-- Opening Marker --
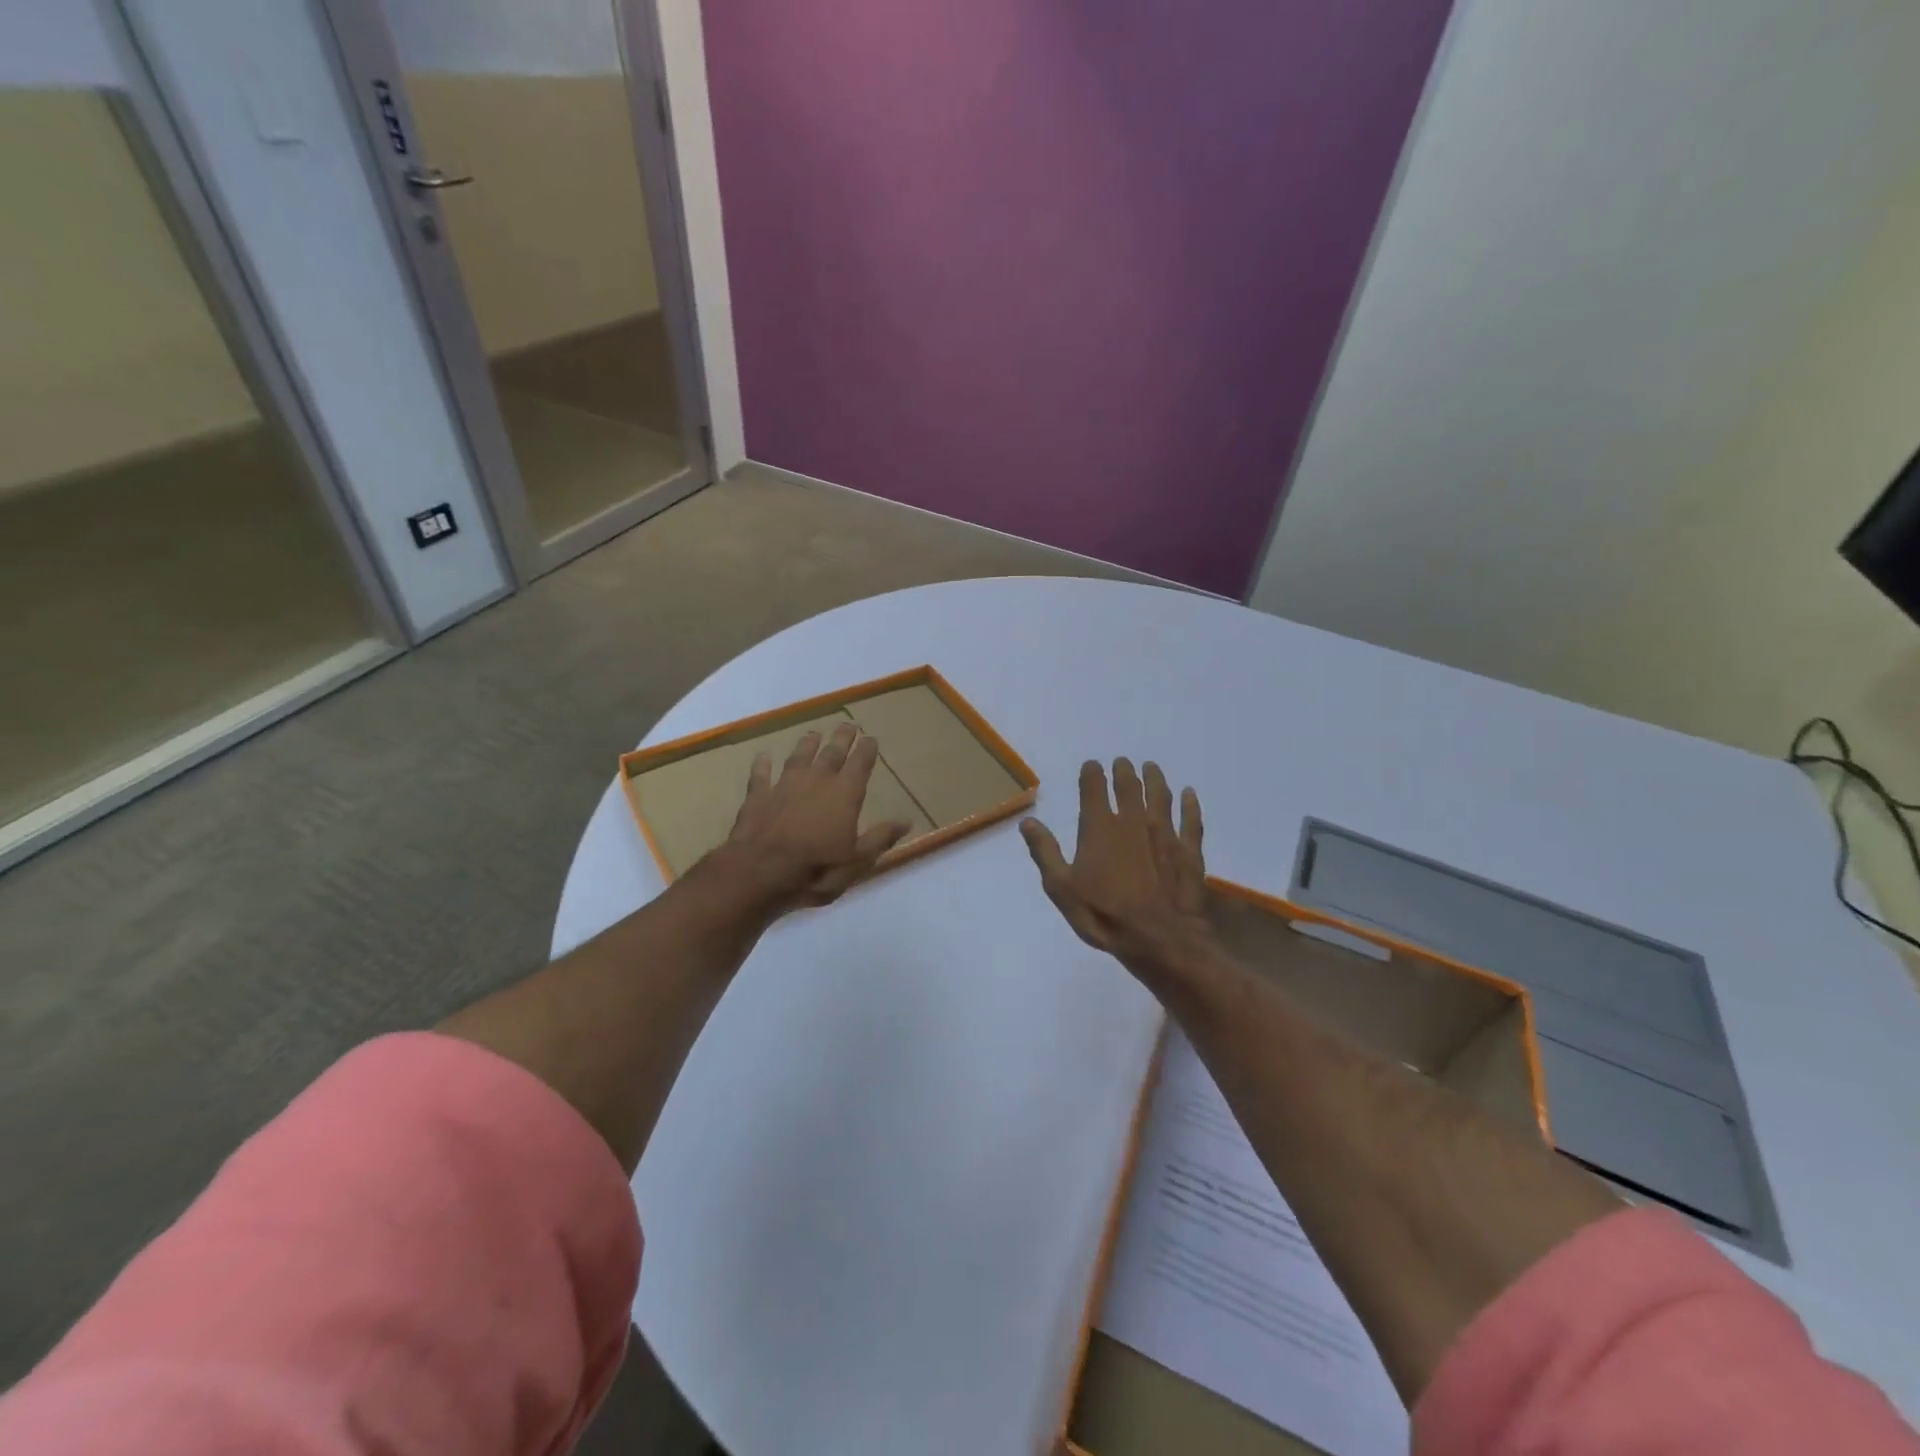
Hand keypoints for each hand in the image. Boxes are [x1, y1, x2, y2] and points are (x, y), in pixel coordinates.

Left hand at [709, 722, 911, 913]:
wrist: (759, 872)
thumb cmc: (816, 869)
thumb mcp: (857, 860)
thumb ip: (880, 838)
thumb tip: (907, 821)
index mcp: (845, 794)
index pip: (860, 764)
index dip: (867, 749)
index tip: (871, 737)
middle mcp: (817, 781)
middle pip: (832, 752)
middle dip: (842, 738)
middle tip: (848, 725)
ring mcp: (784, 785)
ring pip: (799, 757)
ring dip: (807, 744)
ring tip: (813, 733)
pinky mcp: (758, 795)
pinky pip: (761, 774)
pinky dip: (762, 764)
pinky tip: (763, 756)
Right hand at [1021, 758, 1212, 982]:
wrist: (1158, 939)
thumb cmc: (1103, 915)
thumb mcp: (1061, 888)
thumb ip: (1045, 852)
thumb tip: (1028, 822)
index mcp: (1099, 827)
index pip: (1093, 787)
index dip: (1092, 773)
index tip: (1092, 765)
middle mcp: (1133, 821)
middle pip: (1129, 786)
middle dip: (1124, 771)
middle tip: (1123, 763)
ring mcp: (1165, 833)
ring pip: (1161, 796)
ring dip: (1155, 778)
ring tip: (1151, 768)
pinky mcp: (1189, 851)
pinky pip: (1191, 820)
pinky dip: (1190, 805)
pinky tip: (1189, 794)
-- Closing Marker --
__Work to be completed__: Please determine how many lines in the entries contain the word "ring" and answer with the number alone.

__Exercise output__: 8